Yup, and suzzanne those wishing for a crash so they can buy are utterly deluded, you'll never get on the ladder and a massive crash will effect so much economically that it will cause untold misery to millions, home owners, private pensioners whose pension values will crash, those made redundant as firms struggle to find cash and consumers keep their money in their pockets.

Yes misery for millions just cause I'm alright, Jack. We're fine, we're paid off, A 50% crash would mean that oh dear I'm still several hundred times abvove what I paid for my property, and to be quite frank I could buy more as I have a substantial amount of liquid, yet I'm not praying for it!

Oliversmumsarmy · 13/01/2016 23:50

Silver the last 3 flats I have bought (in London) did not attract stamp duty. Not everything has stamp duty. Solicitors fees are not huge, especially if you don't mess people around and don't keep pulling out of sales. Maybe I am strange but I have only once used a removal company when we have moved. Usually a rented van and roping in a couple of mates paid for in a few pints down the pub later on. Also what are these extra charges to move suppliers.
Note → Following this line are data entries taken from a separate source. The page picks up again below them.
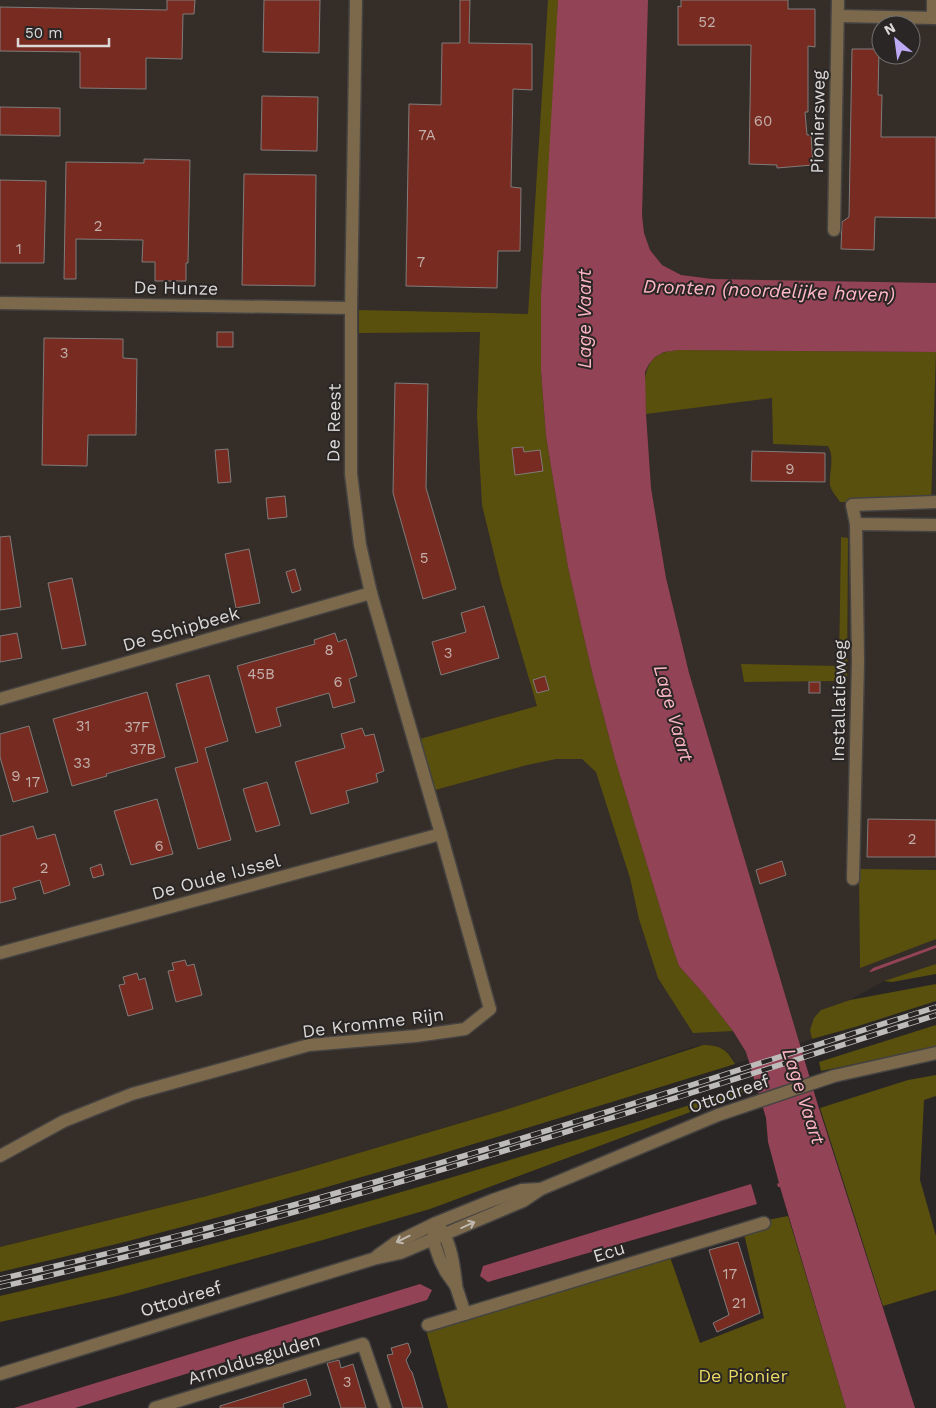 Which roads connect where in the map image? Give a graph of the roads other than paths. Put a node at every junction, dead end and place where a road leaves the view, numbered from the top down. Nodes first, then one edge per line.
1 (356, 0) edge
2 (838, 0) edge
3 (933, 0) edge
4 (838, 16) junction
5 (935, 18) edge
6 (834, 230) dead end
7 (0, 303) edge
8 (351, 308) junction
9 (936, 502) edge
10 (856, 524) junction
11 (936, 525) edge
12 (371, 593) junction
13 (0, 699) edge
14 (442, 834) junction
15 (852, 879) dead end
16 (0, 953) edge
17 (936, 1054) edge
18 (0, 1156) edge
19 (541, 1189) junction
20 (436, 1223) junction
21 (764, 1223) dead end
22 (445, 1235) junction
23 (433, 1240) junction
24 (446, 1258) dead end
25 (373, 1259) junction
26 (456, 1286) junction
27 (465, 1314) junction
28 (428, 1325) dead end
29 (0, 1374) edge
30 (155, 1408) edge
31 (385, 1408) edge

1 - 8 street, De Reest
2 - 4 street, Pioniersweg
3 - 5 street
4 - 5 street
4 - 6 street, Pioniersweg
7 - 8 street, De Hunze
8 - 12 street, De Reest
9 - 10 street, Installatieweg
10 - 11 street
10 - 15 street, Installatieweg
12 - 13 street, De Schipbeek
12 - 14 street, De Reest
14 - 16 street, De Oude IJssel
14 - 18 street, De Kromme Rijn
17 - 19 street, Ottodreef
19 - 20 street, Ottodreef
22 -> 19 street, Ottodreef
20 - 22 street
20 - 23 street
20 -> 25 street, Ottodreef
21 - 27 street, Ecu
22 - 23 street, Ottodreef
22 - 26 street
23 - 25 street, Ottodreef
23 - 26 street
24 - 26 street
25 - 29 street, Ottodreef
26 - 27 street
27 - 28 street, Ecu
30 - 31 street, Arnoldusgulden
Never heard of them, certainly never paid them.

Friends who bought the 1 bedder with 2 children in a shitty area, which is still a shitty area might not make huge sums on the flat they bought but it should have made enough in the 2 years they have been there to move them up to a 2 bedder.
Judging by some people on here if they had sat down and costed out everything and wanted a family home with a garden they probably wouldn't have bought and would still be in rented. Their mortgage now is a fraction of what they were paying in rent and so they are able to save much more than when they rented.

sparechange · 14/01/2016 01:37

DyslexicScientist
People blocked your path while cycling Shock
Yes you are right. Despite having amazing transport links, aMAYzing schools, restaurants, comedy projects and arts, if someone once blocked your pathIt is clearly a shitty area. Avoid, wise people!

DyslexicScientist · 14/01/2016 08:16

I didn't give advice. I just said that buying a shit flat in a shit area is bad advice.

Thats classic stuff to say near when the bubble is close to popping. Just buy anything!

There is no ladder, couples in their early 30s who have really pushed themselves financially to afford a shitty one bed flat won't be helped if prices go up as the next step is even bigger and if they fall they could be trapped in ne. Its a ponzi scheme that constantly needs new entrances into it to help those at the top.

Many people in london care very little for the city, they are just there to pump and dump it. I'd like to see some figures for this 3%. Seeing as most new builds are sold off plan to overseas investors who often left it stay empty to protect their investment.